We propose to clarify the intended application date of the Guidelines. 

 

Question 2: Are the changes made in Titles I (proportionality) and II (role of the manamgnet body and committees) appropriate and sufficiently clear?

Point 22c.i Independence of the internal control function

Paragraph 22c subpoint i - the removal of the term "independent" in paragraph 22.c subpoint i is not comprehensible, especially considering the emphasis placed on the independence of internal control functions elsewhere in the Guidelines (e.g., paragraph 174a under section 19.2 "Independence of internal control functions" or paragraph 176 under section 19.3 "Combination of internal control functions"). 

The independence of the internal control functions is a fundamental principle of governance, and ensuring clarity and consistency within the Guidelines is necessary. 

Proposal: 

We suggest reintroducing the term “independent” in paragraph 22c subpoint i. 

 

Point 29a. Segregation of duties

We suggest clarifying the following wording “ A member of the management body may be responsible for an internal control function as referred to in Title V, Sections 19.1 and 19.3, provided that the member does not have other mandates that would compromise the member’s internal control activities and the independence of the internal control functions.”

If the intention in this paragraph is to refer to segregation of duties, and mitigation of conflict of interest, we suggest expressing it differently:

“Mandate” is not the adequate terminology if we want to address the case of a member of the management body in charge of private banking, credit, trading room or any other risk-taking function that would be incompatible with an ICF role. 

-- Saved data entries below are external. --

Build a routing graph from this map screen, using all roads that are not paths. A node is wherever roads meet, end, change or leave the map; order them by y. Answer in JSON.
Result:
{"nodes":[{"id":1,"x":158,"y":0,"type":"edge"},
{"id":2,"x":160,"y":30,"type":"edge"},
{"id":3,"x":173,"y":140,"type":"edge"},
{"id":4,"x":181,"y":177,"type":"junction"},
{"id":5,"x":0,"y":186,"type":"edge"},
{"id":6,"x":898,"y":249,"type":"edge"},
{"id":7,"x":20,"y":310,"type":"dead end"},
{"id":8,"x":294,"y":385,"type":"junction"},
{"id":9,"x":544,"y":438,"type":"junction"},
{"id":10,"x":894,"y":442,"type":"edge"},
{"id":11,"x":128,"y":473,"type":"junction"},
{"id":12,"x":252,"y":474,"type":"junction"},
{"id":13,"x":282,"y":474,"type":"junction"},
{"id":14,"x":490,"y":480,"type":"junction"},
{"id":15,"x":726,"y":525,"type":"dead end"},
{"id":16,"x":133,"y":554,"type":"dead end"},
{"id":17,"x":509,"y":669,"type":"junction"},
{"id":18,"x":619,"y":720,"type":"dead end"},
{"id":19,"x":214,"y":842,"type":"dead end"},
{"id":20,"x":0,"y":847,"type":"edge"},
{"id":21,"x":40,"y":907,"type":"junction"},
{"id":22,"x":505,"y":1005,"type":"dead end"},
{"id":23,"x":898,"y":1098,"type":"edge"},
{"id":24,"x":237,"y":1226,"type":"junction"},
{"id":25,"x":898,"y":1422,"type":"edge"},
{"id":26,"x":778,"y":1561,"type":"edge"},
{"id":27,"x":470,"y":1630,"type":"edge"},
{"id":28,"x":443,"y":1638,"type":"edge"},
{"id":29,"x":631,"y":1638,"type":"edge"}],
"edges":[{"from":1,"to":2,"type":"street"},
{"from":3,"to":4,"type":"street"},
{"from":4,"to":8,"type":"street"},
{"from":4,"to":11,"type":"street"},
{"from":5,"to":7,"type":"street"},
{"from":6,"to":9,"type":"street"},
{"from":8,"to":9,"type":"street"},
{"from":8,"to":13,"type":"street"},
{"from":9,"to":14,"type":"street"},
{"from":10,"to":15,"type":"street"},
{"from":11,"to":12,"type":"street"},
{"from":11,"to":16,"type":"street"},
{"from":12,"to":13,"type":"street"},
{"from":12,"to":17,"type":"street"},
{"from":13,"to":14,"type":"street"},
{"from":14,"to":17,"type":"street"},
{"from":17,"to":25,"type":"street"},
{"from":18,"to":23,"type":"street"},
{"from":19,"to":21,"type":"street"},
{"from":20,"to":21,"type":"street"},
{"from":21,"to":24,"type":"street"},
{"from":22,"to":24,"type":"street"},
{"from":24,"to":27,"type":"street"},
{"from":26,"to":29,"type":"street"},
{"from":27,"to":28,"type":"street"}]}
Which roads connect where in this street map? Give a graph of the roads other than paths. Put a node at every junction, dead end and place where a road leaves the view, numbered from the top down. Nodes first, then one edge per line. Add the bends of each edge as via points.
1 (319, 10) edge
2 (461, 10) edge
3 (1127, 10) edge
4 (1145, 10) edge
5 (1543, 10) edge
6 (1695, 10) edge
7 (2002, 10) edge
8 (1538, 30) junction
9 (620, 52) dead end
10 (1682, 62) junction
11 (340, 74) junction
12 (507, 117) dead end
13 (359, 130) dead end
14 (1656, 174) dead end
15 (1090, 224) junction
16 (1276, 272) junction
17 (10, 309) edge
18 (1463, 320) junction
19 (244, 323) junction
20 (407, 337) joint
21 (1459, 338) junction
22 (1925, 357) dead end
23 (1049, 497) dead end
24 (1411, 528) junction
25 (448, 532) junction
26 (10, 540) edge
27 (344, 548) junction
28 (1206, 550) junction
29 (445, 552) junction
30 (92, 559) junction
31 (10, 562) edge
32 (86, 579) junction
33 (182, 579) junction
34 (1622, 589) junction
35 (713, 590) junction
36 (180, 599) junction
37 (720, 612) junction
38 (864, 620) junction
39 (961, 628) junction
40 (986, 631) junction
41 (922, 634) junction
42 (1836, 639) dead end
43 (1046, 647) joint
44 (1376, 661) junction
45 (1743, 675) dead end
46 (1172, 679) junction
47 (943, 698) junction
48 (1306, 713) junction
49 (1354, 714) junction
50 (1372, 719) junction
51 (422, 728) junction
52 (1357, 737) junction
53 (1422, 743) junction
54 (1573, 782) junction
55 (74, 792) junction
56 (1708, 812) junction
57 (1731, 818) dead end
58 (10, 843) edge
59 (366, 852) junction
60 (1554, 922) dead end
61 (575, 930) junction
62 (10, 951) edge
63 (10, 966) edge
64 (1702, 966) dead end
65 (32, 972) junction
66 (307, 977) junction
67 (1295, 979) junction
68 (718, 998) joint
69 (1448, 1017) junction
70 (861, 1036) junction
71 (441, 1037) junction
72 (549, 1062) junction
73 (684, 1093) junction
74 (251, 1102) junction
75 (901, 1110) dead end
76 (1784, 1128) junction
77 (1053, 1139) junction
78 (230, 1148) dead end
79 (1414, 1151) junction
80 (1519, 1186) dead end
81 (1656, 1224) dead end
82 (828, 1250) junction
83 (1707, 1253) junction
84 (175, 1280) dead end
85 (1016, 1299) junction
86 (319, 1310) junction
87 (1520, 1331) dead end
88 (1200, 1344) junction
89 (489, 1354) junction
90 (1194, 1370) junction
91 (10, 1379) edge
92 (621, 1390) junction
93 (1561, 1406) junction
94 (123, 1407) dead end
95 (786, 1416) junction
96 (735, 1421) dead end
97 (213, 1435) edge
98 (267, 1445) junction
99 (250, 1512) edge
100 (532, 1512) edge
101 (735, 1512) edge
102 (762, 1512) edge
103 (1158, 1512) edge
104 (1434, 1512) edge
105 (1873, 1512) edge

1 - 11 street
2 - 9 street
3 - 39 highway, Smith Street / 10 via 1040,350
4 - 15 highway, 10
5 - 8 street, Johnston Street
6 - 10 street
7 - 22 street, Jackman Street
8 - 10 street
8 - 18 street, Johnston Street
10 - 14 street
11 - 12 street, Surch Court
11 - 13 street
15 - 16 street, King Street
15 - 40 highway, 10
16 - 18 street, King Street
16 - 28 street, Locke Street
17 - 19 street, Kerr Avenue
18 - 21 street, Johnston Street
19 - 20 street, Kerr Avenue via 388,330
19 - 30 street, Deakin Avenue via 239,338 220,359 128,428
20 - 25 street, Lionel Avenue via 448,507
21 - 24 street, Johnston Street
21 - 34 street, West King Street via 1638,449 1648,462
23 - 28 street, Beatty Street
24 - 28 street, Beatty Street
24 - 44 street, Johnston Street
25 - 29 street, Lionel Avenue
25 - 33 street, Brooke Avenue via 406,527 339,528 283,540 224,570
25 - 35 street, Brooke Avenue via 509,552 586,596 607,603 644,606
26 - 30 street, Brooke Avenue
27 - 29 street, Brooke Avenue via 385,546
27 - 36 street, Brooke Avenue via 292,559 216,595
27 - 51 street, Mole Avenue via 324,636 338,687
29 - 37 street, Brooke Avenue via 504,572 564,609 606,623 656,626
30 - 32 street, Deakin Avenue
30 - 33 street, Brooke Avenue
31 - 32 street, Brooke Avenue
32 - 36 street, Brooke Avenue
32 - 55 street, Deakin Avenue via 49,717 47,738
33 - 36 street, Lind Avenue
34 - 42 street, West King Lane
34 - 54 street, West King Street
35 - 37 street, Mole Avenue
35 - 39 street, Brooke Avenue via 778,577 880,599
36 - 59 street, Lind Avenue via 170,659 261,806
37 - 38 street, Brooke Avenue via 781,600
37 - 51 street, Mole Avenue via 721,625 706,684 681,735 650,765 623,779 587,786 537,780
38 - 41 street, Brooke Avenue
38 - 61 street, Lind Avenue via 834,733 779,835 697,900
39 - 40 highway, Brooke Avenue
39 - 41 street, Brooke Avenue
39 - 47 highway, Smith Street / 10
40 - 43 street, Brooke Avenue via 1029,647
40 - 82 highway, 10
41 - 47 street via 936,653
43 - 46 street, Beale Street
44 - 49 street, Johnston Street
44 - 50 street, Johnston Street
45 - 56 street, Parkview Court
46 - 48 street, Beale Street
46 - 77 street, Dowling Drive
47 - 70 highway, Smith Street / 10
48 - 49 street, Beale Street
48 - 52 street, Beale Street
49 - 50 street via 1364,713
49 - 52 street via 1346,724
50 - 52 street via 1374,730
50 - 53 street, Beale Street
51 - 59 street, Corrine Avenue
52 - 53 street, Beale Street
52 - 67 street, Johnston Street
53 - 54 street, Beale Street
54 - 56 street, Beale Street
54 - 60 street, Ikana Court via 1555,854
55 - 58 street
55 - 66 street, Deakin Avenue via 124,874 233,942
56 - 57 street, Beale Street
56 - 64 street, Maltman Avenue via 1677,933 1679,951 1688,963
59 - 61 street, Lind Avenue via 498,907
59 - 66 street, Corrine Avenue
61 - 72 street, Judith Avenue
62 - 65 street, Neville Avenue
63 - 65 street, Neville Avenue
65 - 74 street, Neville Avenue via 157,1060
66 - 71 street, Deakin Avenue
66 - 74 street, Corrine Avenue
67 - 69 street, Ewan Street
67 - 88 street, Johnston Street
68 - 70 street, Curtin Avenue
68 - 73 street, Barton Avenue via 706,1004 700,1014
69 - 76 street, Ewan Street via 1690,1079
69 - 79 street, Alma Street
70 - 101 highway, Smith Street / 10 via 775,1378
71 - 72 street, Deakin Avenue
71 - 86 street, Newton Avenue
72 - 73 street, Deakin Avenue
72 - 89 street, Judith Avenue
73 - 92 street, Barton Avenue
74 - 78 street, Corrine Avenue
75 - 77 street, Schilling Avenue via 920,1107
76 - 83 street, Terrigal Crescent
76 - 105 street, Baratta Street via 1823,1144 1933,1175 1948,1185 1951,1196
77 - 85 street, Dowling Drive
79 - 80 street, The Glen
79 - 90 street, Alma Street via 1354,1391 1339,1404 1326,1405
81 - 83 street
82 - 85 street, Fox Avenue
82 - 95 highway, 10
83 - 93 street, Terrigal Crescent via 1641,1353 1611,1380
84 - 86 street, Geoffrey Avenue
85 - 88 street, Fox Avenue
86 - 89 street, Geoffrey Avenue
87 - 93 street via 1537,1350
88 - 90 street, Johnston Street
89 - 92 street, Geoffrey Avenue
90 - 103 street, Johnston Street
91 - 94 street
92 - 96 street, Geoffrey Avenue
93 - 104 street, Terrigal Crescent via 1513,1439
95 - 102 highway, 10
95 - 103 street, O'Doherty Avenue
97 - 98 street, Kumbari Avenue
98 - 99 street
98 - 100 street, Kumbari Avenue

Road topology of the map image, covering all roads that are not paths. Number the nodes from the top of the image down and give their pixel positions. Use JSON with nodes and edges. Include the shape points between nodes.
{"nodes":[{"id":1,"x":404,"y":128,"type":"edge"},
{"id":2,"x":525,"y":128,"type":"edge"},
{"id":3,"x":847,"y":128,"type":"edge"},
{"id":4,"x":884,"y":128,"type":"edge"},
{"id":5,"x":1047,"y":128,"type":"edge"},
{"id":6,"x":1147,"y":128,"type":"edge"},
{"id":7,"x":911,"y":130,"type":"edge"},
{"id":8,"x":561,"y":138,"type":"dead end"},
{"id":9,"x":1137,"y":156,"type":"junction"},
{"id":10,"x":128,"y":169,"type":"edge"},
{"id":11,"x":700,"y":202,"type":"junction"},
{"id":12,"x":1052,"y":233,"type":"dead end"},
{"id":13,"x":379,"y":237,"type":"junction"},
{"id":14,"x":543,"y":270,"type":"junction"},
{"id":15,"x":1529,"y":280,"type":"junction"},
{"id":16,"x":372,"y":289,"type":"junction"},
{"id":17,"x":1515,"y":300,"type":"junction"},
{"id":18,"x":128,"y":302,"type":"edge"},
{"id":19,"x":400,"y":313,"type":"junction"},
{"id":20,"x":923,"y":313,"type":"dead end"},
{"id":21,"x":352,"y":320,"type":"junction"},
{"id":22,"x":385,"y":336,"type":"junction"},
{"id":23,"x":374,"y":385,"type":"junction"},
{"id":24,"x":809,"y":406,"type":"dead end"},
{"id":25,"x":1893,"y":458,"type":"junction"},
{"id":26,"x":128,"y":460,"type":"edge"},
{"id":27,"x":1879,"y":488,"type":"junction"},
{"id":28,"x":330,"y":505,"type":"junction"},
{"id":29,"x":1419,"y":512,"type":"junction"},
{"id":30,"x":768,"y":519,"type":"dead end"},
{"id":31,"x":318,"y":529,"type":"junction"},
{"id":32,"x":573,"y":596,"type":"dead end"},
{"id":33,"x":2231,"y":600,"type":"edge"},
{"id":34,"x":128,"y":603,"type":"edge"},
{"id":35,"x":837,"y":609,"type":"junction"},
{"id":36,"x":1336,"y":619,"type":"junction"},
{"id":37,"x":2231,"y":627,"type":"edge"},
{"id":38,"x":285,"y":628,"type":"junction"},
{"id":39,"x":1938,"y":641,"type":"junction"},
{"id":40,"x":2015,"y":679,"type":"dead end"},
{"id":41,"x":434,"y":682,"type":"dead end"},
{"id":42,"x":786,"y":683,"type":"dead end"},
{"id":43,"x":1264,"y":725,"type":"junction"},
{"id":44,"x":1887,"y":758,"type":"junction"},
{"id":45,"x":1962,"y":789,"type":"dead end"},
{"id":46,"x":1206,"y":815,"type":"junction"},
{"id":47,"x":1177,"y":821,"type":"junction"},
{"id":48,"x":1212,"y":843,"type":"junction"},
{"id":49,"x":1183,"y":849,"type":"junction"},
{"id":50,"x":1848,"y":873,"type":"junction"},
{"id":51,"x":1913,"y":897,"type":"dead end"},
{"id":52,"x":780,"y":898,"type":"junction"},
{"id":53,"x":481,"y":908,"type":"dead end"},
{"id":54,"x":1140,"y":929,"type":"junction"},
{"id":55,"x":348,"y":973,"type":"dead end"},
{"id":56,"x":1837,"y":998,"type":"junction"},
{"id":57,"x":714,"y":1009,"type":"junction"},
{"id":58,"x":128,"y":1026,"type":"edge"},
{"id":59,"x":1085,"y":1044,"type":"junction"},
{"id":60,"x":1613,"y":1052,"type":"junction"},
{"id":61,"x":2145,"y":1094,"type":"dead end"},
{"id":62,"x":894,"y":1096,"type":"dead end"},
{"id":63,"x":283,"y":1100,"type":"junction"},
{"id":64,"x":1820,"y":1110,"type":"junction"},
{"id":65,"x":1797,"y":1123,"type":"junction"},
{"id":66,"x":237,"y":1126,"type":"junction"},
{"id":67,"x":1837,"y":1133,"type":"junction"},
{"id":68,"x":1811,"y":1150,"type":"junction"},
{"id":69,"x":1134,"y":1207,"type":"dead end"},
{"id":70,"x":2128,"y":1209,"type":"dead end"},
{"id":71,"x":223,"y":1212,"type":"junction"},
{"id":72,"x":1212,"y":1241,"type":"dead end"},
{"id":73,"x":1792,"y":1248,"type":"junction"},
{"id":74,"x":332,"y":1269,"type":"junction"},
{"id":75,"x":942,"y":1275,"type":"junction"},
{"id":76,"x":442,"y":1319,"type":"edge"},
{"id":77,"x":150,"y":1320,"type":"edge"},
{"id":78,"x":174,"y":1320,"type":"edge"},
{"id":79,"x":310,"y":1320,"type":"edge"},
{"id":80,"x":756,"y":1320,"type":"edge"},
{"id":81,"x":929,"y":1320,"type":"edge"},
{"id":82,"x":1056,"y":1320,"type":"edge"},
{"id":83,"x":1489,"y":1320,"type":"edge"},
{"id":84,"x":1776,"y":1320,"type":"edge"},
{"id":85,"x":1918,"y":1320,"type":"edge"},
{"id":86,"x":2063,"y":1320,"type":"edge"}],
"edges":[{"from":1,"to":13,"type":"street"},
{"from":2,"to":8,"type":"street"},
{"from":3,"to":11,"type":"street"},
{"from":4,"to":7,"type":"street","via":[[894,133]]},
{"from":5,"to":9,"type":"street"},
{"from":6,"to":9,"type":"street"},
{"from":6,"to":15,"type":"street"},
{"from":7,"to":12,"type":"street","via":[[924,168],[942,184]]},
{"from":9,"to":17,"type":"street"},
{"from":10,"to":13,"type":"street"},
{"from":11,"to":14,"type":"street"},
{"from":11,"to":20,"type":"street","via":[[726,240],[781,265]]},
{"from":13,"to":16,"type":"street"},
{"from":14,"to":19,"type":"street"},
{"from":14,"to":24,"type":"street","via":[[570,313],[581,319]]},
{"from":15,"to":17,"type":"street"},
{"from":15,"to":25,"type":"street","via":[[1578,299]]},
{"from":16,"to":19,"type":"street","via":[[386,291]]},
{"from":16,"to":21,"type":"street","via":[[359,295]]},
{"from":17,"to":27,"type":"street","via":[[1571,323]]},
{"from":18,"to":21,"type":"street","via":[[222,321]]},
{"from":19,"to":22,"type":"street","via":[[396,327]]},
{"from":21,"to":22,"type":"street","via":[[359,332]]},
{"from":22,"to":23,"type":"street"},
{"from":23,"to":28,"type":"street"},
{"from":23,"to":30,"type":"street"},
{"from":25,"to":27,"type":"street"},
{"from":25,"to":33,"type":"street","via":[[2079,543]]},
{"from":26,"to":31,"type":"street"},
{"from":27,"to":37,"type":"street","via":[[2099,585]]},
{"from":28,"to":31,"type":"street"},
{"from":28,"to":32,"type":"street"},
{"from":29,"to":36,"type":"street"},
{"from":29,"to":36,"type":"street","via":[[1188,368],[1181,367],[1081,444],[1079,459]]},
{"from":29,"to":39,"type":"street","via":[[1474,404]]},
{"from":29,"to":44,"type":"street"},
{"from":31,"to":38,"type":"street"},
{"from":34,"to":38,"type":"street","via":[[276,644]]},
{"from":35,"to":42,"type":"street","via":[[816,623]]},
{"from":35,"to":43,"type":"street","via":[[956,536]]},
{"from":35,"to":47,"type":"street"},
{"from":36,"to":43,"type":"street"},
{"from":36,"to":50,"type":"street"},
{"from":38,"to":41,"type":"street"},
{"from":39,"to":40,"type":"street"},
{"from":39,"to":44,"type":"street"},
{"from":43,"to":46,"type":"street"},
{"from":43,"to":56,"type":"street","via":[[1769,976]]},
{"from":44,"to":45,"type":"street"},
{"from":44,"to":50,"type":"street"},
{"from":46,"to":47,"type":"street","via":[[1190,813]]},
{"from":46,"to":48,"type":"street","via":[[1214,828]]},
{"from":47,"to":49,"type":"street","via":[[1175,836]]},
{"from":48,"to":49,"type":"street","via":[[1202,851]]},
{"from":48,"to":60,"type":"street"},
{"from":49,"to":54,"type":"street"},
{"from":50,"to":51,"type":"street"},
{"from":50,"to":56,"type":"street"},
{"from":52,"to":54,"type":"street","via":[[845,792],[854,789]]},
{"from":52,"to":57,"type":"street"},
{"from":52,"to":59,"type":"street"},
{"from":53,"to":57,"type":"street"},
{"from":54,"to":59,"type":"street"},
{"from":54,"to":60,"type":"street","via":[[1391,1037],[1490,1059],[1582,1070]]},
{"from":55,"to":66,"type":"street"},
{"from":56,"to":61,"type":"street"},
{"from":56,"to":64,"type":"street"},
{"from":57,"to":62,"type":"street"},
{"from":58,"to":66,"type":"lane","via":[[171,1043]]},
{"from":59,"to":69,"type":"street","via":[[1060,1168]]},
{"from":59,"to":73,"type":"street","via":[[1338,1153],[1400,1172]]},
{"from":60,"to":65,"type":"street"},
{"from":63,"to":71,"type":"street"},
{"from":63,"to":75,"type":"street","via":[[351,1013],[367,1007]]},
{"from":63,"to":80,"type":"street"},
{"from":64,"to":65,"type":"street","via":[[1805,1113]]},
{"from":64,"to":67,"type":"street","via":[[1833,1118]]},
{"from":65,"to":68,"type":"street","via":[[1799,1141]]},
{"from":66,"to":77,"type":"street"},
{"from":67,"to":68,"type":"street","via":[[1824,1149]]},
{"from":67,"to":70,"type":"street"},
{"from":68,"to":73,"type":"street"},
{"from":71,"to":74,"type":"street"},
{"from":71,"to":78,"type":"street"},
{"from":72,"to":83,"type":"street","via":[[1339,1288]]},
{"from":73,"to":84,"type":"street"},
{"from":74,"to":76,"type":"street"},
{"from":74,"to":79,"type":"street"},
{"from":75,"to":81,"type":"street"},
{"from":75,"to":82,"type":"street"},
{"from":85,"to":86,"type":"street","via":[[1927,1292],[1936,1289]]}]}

Additionally, new paragraph 29a does not only refer to Section 19.1 (“Heads of the internal control functions”) as it does the (deleted) paragraph 26, but also to Section 19.3 (“Combination of internal control functions”). We understand that it should refer to Section 19.1 (particularly paragraph 172) only but not to Section 19.3 (paragraph 176). 

Paragraph 172 describes the “heads of internal control functions” as such, with the possibility that the internal control function is headed by a member of the management body in its management function. On the other hand, Section 19.3 (paragraph 176) deals with the combination of internal control functions, which now does not only include the combination among internal control functions but also with other tasks performed by a senior person as provided under new paragraph 6 of article 76 of CRD introduced by the CRD VI when conditions established thereto are met such as but not limited to the absence of conflicts of interest.  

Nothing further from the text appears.